Saat dia melihat kelas 12 dan pintunya masih tertutup, Selena menggeram marah menahan emosi. Karena jika pintu itu tertutup, kelas 12 masih berada di dalam.
Cristine lolos.
Meskipun Cristine sudah berlari, dia tetap menunggu Selena di gerbang sekolah. Dengan raut senang di wajah cantiknya.
Saat dia melihat Selena dengan wajah tertekuk, Cristine mulai mengemis pengampunan dan berjanji akan mentraktir Selena es krim dan bakso.
Selena mengangguk sebagai persetujuan. Dan dia sudah tidak marah lagi. Begitu mudah membuat Selena melupakan kekesalannya.
Selain Cristine yang tahu dan pandai bagaimana membujuk Selena yang marah.
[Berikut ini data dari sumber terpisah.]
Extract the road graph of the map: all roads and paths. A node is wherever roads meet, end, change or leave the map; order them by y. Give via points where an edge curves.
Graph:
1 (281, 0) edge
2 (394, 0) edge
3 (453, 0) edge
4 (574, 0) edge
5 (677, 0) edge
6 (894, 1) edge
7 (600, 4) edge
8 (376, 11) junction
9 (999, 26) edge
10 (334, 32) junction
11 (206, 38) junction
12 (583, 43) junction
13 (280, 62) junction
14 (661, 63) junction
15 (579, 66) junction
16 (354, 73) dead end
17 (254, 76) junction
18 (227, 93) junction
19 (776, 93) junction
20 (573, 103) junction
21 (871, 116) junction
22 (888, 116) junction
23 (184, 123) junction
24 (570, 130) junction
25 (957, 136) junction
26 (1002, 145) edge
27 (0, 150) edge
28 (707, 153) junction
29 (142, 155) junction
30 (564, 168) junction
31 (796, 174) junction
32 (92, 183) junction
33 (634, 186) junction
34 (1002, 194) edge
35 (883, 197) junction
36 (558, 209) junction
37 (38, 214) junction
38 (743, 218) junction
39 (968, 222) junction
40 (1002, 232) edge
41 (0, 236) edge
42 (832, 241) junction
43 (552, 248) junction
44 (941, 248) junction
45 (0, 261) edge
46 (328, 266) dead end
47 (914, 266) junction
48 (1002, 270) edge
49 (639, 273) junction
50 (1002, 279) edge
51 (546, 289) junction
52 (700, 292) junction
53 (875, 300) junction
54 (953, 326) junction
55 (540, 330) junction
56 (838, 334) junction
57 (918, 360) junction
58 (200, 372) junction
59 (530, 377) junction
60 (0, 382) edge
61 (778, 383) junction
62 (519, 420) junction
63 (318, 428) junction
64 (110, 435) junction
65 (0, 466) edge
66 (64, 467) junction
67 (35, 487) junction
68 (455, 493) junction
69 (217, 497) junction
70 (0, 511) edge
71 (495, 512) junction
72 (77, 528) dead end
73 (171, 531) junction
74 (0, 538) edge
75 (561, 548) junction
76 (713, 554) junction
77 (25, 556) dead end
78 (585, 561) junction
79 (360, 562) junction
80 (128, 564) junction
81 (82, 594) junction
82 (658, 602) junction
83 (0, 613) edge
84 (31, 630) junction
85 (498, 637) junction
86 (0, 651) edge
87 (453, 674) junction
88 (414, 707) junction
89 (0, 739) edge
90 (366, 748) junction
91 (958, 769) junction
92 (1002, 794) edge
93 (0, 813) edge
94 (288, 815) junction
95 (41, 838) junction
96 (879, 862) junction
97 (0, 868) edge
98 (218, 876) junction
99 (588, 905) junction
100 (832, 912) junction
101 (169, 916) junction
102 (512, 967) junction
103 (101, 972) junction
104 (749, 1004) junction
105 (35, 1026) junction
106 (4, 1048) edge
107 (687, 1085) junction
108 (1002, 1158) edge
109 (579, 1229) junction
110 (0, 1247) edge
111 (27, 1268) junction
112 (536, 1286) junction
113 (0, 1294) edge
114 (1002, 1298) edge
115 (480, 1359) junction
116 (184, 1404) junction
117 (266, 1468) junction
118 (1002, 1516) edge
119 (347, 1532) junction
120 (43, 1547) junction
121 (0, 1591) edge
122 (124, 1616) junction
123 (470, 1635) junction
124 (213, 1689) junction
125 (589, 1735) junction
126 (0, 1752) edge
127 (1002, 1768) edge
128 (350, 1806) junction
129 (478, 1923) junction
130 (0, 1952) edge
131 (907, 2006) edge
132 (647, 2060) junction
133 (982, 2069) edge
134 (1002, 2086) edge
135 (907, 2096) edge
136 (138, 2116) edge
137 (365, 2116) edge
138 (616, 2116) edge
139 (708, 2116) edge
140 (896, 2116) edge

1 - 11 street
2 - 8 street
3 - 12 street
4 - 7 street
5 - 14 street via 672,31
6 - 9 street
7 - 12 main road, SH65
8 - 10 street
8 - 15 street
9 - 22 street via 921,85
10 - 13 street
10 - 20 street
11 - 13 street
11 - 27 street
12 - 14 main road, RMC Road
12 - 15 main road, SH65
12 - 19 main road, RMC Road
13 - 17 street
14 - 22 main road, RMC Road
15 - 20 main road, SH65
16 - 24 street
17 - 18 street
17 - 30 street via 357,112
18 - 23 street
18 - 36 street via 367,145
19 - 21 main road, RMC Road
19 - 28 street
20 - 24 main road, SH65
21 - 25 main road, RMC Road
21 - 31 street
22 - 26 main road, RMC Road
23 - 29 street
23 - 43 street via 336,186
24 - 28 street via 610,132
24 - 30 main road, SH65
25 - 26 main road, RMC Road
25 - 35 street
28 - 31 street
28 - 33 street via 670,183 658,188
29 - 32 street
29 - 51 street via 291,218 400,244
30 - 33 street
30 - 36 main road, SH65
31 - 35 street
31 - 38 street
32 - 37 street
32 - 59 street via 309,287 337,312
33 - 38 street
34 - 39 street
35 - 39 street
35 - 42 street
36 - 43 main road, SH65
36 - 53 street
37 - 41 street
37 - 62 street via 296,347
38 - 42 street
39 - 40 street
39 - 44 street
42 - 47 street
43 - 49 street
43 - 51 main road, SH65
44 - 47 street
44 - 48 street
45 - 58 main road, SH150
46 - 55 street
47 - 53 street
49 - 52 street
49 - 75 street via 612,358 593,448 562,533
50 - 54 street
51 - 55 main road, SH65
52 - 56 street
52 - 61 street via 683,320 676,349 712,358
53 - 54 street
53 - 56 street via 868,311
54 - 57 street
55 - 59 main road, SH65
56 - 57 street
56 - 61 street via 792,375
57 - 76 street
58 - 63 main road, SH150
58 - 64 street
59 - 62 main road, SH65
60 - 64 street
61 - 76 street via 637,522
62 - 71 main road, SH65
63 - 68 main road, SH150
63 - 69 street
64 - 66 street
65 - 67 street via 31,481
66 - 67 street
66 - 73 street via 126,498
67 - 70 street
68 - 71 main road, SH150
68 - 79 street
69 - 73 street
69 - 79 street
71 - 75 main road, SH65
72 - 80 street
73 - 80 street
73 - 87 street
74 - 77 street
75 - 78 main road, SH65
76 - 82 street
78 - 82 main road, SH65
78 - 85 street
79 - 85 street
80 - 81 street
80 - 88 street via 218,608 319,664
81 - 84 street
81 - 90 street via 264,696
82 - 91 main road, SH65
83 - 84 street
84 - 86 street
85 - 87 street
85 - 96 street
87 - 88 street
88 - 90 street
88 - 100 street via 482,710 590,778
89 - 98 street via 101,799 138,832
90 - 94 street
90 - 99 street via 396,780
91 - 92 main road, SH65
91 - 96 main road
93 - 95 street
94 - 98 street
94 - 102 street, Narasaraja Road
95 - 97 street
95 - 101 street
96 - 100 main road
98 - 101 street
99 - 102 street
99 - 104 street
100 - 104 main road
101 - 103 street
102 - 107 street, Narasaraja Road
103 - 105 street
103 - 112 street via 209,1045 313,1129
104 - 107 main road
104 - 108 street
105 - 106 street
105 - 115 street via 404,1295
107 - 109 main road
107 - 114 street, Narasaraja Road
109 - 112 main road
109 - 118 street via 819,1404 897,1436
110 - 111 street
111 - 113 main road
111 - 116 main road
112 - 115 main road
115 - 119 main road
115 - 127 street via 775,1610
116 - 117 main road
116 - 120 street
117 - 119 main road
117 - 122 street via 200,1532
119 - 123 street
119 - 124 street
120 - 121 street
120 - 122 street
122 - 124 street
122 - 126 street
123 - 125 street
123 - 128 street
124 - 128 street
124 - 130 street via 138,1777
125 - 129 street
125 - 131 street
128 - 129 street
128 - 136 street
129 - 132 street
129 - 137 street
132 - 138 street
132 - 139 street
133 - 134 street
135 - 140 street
Adapun orang lain yang tahu yaitu Andre.
Cristine melihat pria itu yang kini juga melihat ke arahnya, tepatnya ke arah Selena. Hatinya berubah dingin. Dia tidak suka Andre, menurutnya Andre adalah orang yang licik yang akan menodai kepolosan sahabatnya yang masih murni.
Karena Andre tidak berbuat macam-macam pada Selena, Cristine tidak bertindak apapun, dan tetap berjaga di samping Selena seperti biasa, mengawasi sahabatnya. Namun Cristine memiliki kebiasaan buruk jika dia sudah benci pada seseorang, Cristine akan secara gamblang menunjukkannya pada orang tersebut.
Seperti sekarang, Cristine menyeret Selena menjauh saat dia melihat Andre menghampiri mereka.
Cristine yang biasanya tersenyum dan bersikap ramah, kini berubah berwajah dingin dan kemudian menyeret Selena dengan tergesa-gesa.
Andre yang ingin berbicara pada Selena, menatap balik acuh tak acuh pada Cristine yang melihat kearahnya galak. Dia sudah terbiasa, dan menatap Cristine dengan sama tidak sukanya.
Jika itu adalah anime, kilatan seperti petir akan terlihat dalam pandangan keduanya. Mereka adalah rival, sejak kecil, demi merebut perhatian Selena.
Jika Cristine ingin melindungi Selena dengan tulus dan tidak ingin membuat dia sakit. Maka Andre tidak demikian, dia ingin melindungi Selena dan kemudian biarkan dia menghancurkan keluguannya itu dengan tangannya sendiri.